(Saved data entries)
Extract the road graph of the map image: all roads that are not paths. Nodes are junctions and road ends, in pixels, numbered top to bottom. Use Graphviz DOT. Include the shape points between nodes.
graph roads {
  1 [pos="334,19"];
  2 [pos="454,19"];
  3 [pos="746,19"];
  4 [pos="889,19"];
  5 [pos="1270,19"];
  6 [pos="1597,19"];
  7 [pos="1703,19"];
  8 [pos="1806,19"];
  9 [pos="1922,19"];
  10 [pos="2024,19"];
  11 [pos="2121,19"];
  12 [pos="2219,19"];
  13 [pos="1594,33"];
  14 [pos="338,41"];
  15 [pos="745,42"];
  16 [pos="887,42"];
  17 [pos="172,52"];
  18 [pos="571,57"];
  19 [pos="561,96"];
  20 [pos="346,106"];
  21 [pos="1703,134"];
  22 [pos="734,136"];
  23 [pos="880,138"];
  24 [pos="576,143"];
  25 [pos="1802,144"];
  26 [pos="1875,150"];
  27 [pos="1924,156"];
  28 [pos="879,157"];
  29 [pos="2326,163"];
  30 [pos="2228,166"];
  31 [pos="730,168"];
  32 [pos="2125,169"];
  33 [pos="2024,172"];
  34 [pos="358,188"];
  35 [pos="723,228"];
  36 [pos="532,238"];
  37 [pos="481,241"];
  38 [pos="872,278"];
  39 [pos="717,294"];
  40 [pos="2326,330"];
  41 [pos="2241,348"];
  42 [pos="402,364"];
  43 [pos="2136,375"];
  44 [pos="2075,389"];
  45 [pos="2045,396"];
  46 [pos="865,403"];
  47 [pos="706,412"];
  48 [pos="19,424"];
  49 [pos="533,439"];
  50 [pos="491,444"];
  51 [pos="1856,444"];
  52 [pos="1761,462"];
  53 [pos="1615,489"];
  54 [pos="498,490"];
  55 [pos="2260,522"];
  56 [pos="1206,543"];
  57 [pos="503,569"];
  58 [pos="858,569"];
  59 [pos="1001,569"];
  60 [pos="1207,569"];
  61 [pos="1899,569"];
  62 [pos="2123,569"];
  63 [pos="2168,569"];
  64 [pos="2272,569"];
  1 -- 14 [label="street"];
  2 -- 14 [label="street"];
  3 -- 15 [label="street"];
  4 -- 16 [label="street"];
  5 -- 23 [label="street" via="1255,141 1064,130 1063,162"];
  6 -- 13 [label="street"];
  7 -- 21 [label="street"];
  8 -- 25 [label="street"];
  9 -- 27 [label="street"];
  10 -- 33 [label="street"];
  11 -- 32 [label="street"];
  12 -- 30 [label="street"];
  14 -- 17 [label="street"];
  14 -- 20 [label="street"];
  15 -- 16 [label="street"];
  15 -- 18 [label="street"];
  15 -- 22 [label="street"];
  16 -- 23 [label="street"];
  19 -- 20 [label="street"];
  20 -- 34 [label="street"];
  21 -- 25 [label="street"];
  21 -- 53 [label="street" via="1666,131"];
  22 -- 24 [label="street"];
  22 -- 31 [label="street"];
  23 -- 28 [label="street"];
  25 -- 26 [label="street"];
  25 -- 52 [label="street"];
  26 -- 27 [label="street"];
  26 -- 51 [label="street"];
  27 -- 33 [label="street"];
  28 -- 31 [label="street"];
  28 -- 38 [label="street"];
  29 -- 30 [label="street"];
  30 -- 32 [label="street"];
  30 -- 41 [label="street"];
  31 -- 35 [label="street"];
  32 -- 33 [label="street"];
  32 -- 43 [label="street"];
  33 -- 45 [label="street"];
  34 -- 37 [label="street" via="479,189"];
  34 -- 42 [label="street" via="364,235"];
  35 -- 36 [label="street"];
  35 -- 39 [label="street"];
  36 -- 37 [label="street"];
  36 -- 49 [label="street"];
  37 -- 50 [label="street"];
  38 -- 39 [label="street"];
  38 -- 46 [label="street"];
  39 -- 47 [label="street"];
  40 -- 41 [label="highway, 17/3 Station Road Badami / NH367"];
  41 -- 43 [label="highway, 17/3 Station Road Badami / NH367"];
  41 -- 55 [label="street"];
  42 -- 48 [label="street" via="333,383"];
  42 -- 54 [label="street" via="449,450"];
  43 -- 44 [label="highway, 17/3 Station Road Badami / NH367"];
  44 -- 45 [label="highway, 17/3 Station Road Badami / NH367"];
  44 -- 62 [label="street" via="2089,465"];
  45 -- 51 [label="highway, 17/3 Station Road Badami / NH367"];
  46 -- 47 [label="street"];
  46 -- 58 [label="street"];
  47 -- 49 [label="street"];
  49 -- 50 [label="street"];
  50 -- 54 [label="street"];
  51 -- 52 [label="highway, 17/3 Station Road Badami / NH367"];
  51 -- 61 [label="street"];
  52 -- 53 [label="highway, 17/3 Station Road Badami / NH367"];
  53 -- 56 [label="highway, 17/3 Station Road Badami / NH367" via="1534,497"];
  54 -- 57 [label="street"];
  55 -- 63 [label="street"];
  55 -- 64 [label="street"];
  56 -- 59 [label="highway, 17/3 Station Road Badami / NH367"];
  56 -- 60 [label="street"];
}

**Task goal:** Retype all the data exactly, line for line.

**Result of this exercise:**
Extract the road graph of the map image: all roads that are not paths. Nodes are junctions and road ends, in pixels, numbered top to bottom. Use Graphviz DOT. Include the shape points between nodes.
graph roads {
  1 [pos="334,19"];
  2 [pos="454,19"];
  3 [pos="746,19"];
  4 [pos="889,19"];
  5 [pos="1270,19"];
  6 [pos="1597,19"];
  7 [pos="1703,19"];
  8 [pos="1806,19"];
  9 [pos="1922,19"];
  10 [pos="2024,19"];
  11 [pos="2121,19"];
  12 [pos="2219,19"];
  13 [pos="1594,33"];
  14 [pos="338,41"];
  15 [pos="745,42"];
  16 [pos="887,42"];
  17 [pos="172,52"];
  18 [pos="571,57"];
  19 [pos="561,96"];
  20 [pos="346,106"];
  21 [pos="1703,134"];
  22 [pos="734,136"];
  23 [pos="880,138"];
  24 [pos="576,143"];
  25 [pos="1802,144"];
  26 [pos="1875,150"];
  27 [pos="1924,156"];
  28 [pos="879,157"];
  29 [pos="2326,163"];
  30 [pos="2228,166"];
  31 [pos="730,168"];
  32 [pos="2125,169"];
  33 [pos="2024,172"];
  34 [pos="358,188"];
  35 [pos="723,228"];
  36 [pos="532,238"];
  37 [pos="481,241"];
  38 [pos="872,278"];
  39 [pos="717,294"];
  40 [pos="2326,330"];
  41 [pos="2241,348"];
  42 [pos="402,364"];
  43 [pos="2136,375"];
  44 [pos="2075,389"];
  45 [pos="2045,396"];
  46 [pos="865,403"];
  47 [pos="706,412"];
  48 [pos="19,424"];
  49 [pos="533,439"];
  50 [pos="491,444"];
  51 [pos="1856,444"];
  52 [pos="1761,462"];
  53 [pos="1615,489"];
  54 [pos="498,490"];
  55 [pos="2260,522"];
  56 [pos="1206,543"];
  57 [pos="503,569"];
  58 [pos="858,569"];
  59 [pos="1001,569"];
  60 [pos="1207,569"];
  61 [pos="1899,569"];
  62 [pos="2123,569"];
  63 [pos="2168,569"];
  64 [pos="2272,569"];
  1 -- 14 [label="street"];
  2 -- 14 [label="street"];
  3 -- 15 [label="street"];
  4 -- 16 [label="street"];
  5 -- 23 [label="street" via="1255,141 1064,130 1063,162"];
  6 -- 13 [label="street"];
  7 -- 21 [label="street"];
  8 -- 25 [label="street"];
  9 -- 27 [label="street"];
  10 -- 33 [label="street"];
  11 -- 32 [label="street"];
  12 -- 30 [label="street"];
  14 -- 17 [label="street"];
  14 -- 20 [label="street"];
  15 -- 16 [label="street"];
  15 -- 18 [label="street"];
  15 -- 22 [label="street"];
  16 -- 23 [label="street"];
  19 -- 20 [label="street"];
  20 -- 34 [label="street"];
  21 -- 25 [label="street"];
  21 -- 53 [label="street" via="1666,131"];
  22 -- 24 [label="street"];
  22 -- 31 [label="street"];
  23 -- 28 [label="street"];
  25 -- 26 [label="street"];
  25 -- 52 [label="street"];
  26 -- 27 [label="street"];
  26 -- 51 [label="street"];
  27 -- 33 [label="street"];
  28 -- 31 [label="street"];
  28 -- 38 [label="street"];
  29 -- 30 [label="street"];
  30 -- 32 [label="street"];
  30 -- 41 [label="street"];
  31 -- 35 [label="street"];
  32 -- 33 [label="street"];
  32 -- 43 [label="street"];
  33 -- 45 [label="street"];
  34 -- 37 [label="street" via="479,189"];
  34 -- 42 [label="street" via="364,235"];
  35 -- 36 [label="street"];
  35 -- 39 [label="street"];
  36 -- 37 [label="street"];
  36 -- 49 [label="street"];
  37 -- 50 [label="street"];
  38 -- 39 [label="street"];
  38 -- 46 [label="street"];
  39 -- 47 [label="street"];
  40 -- 41 [label="highway, 17/3 Station Road Badami / NH367"];
  41 -- 43 [label="highway, 17/3 Station Road Badami / NH367"];
  41 -- 55 [label="street"];
  42 -- 48 [label="street" via="333,383"];
  42 -- 54 [label="street" via="449,450"];
  43 -- 44 [label="highway, 17/3 Station Road Badami / NH367"];
  44 -- 45 [label="highway, 17/3 Station Road Badami / NH367"];
  44 -- 62 [label="street" via="2089,465"];
  45 -- 51 [label="highway, 17/3 Station Road Badami / NH367"];
  46 -- 47 [label="street"];
  46 -- 58 [label="street"];
  47 -- 49 [label="street"];
  49 -- 50 [label="street"];
  50 -- 54 [label="street"];
  51 -- 52 [label="highway, 17/3 Station Road Badami / NH367"];
  51 -- 61 [label="street"];
  52 -- 53 [label="highway, 17/3 Station Road Badami / NH367"];
  53 -- 56 [label="highway, 17/3 Station Road Badami / NH367" via="1534,497"];
  54 -- 57 [label="street"];
  55 -- 63 [label="street"];
  55 -- 64 [label="street"];
  56 -- 59 [label="highway, 17/3 Station Road Badami / NH367"];
  56 -- 60 [label="street"];
}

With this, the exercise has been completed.